Given a list of 50k websites urls, I've been tasked to find out which of them are up/reachable. The idea is just to send a HEAD
request to each URL and look at the status response. From what I hear an asynchronous approach is the way to go and for now I'm using asyncio
with aiohttp
.
I came up with the following code but the speed is pretty abysmal. 1000 URLs takes approximately 200 seconds on my 10mbit connection. I don't know what speeds to expect but I'm new to asynchronous programming in Python so I figured I've stepped wrong somewhere. As you can see I've tried increasing the number of allowed simultaneous connections to 1000 (up from the default of 100) and the duration for which DNS resolves are kept in the cache; neither to any great effect. The environment has Python 3.6 and aiohttp
3.5.4.
Code review unrelated to the question is also appreciated.
import asyncio
import time
from socket import gaierror
from typing import List, Tuple
import aiohttp
from aiohttp.client_exceptions import TooManyRedirects
# Using a non-default user-agent seems to avoid lots of 403 (Forbidden) errors
HEADERS = {
'user-agent': ('Mozilla/5.0 (Macintosh; Intel Mac OS X 10_10_5) '
'AppleWebKit/537.36 (KHTML, like Gecko) '
'Chrome/45.0.2454.101 Safari/537.36'),
}
async def get_status_code(session: aiohttp.ClientSession, url: str) -> Tuple[int, str]:
try:
# A HEAD request is quicker than a GET request
resp = await session.head(url, allow_redirects=True, ssl=False, headers=HEADERS)
async with resp:
status = resp.status
reason = resp.reason
if status == 405:
# HEAD request not allowed, fall back on GET
resp = await session.get(
url, allow_redirects=True, ssl=False, headers=HEADERS)
async with resp:
status = resp.status
reason = resp.reason
return (status, reason)
except aiohttp.InvalidURL as e:
return (900, str(e))
except aiohttp.ClientConnectorError:
return (901, "Unreachable")
except gaierror as e:
return (902, str(e))
except aiohttp.ServerDisconnectedError as e:
return (903, str(e))
except aiohttp.ClientOSError as e:
return (904, str(e))
except TooManyRedirects as e:
return (905, str(e))
except aiohttp.ClientResponseError as e:
return (906, str(e))
except aiohttp.ServerTimeoutError:
return (907, "Connection timeout")
except asyncio.TimeoutError:
return (908, "Connection timeout")
async def get_status_codes(loop: asyncio.events.AbstractEventLoop, urls: List[str],
timeout: int) -> List[Tuple[int, str]]:
conn = aiohttp.TCPConnector(limit=1000, ttl_dns_cache=300)

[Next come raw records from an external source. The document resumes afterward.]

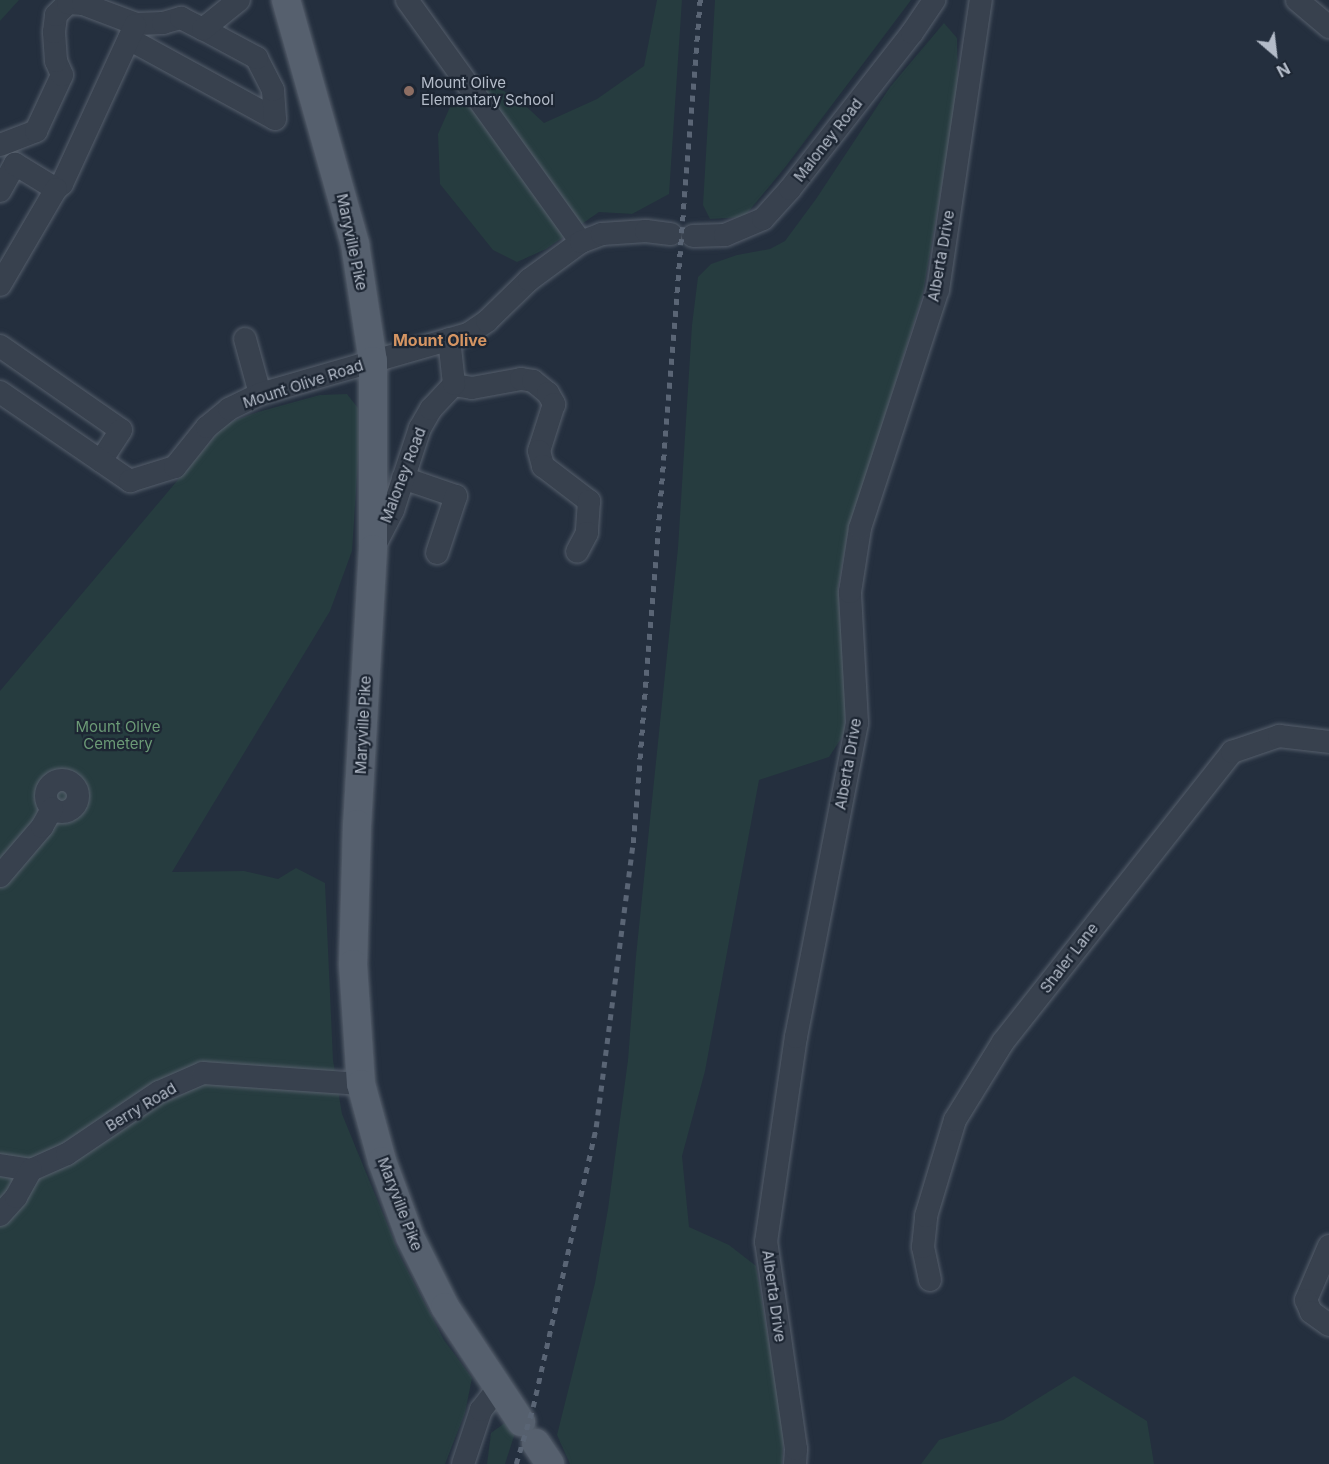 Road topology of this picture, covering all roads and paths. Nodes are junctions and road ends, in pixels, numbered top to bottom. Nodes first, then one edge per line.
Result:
1 (238, 0) edge
2 (286, 0) edge
3 (407, 0) edge
4 (934, 0) edge
5 (981, 0) edge
6 (1297, 0) edge
7 (1329, 27) edge
8 (203, 29) junction
9 (133, 32) junction
10 (0, 145) edge
11 (56, 189) junction
12 (0, 191) edge
13 (670, 234) dead end
14 (693, 236) dead end
15 (581, 242) junction
16 (0, 285) edge
17 (245, 339) dead end
18 (449, 339) junction
19 (0, 346) edge
20 (374, 361) junction
21 (453, 385) junction
22 (0, 392) edge
23 (260, 394) junction
24 (101, 461) junction
25 (403, 478) junction
26 (373, 549) junction
27 (577, 552) dead end
28 (437, 553) dead end
29 (1329, 742) edge
30 (0, 860) edge
31 (0, 876) edge
32 (361, 1084) junction
33 (0, 1165) edge
34 (31, 1170) junction
35 (0, 1215) edge
36 (1329, 1246) edge
37 (930, 1280) dead end
38 (1329, 1325) edge
39 (498, 1388) junction
40 (536, 1443) edge
41 (463, 1464) edge
42 (795, 1464) edge

1 - 8 street
2 - 20 main road, Maryville Pike
3 - 15 street
4 - 14 street, Maloney Road
5 - 42 street, Alberta Drive
6 - 7 street
8 - 9 street
8 - 9 street
9 - 10 street
9 - 11 street
11 - 12 street
11 - 16 street
13 - 15 street
15 - 18 street
17 - 23 street
18 - 20 street
18 - 21 street
19 - 24 street
20 - 23 street, Mount Olive Road
20 - 26 main road, Maryville Pike
21 - 25 street, Maloney Road
21 - 27 street
22 - 24 street, Mount Olive Road
23 - 24 street, Mount Olive Road
25 - 26 street, Maloney Road
25 - 28 street
26 - 32 main road, Maryville Pike
29 - 37 street, Shaler Lane
30 - 31 street
32 - 34 street, Berry Road
32 - 39 main road, Maryville Pike
33 - 34 street
34 - 35 street
36 - 38 street
39 - 40 main road, Maryville Pike
39 - 41 street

client_timeout = aiohttp.ClientTimeout(connect=timeout)
async with aiohttp.ClientSession(
loop=loop, timeout=client_timeout, connector=conn) as session:
codes = await asyncio.gather(*(get_status_code(session, url) for url in urls))
return codes
def poll_urls(urls: List[str], timeout=20) -> List[Tuple[int, str]]:
"""
:param timeout: in seconds
"""
print("Started polling")
time1 = time.time()
loop = asyncio.get_event_loop()
codes = loop.run_until_complete(get_status_codes(loop, urls, timeout))
time2 = time.time()
dt = time2 - time1
print(f"Polled {len(urls)} websites in {dt:.1f} seconds "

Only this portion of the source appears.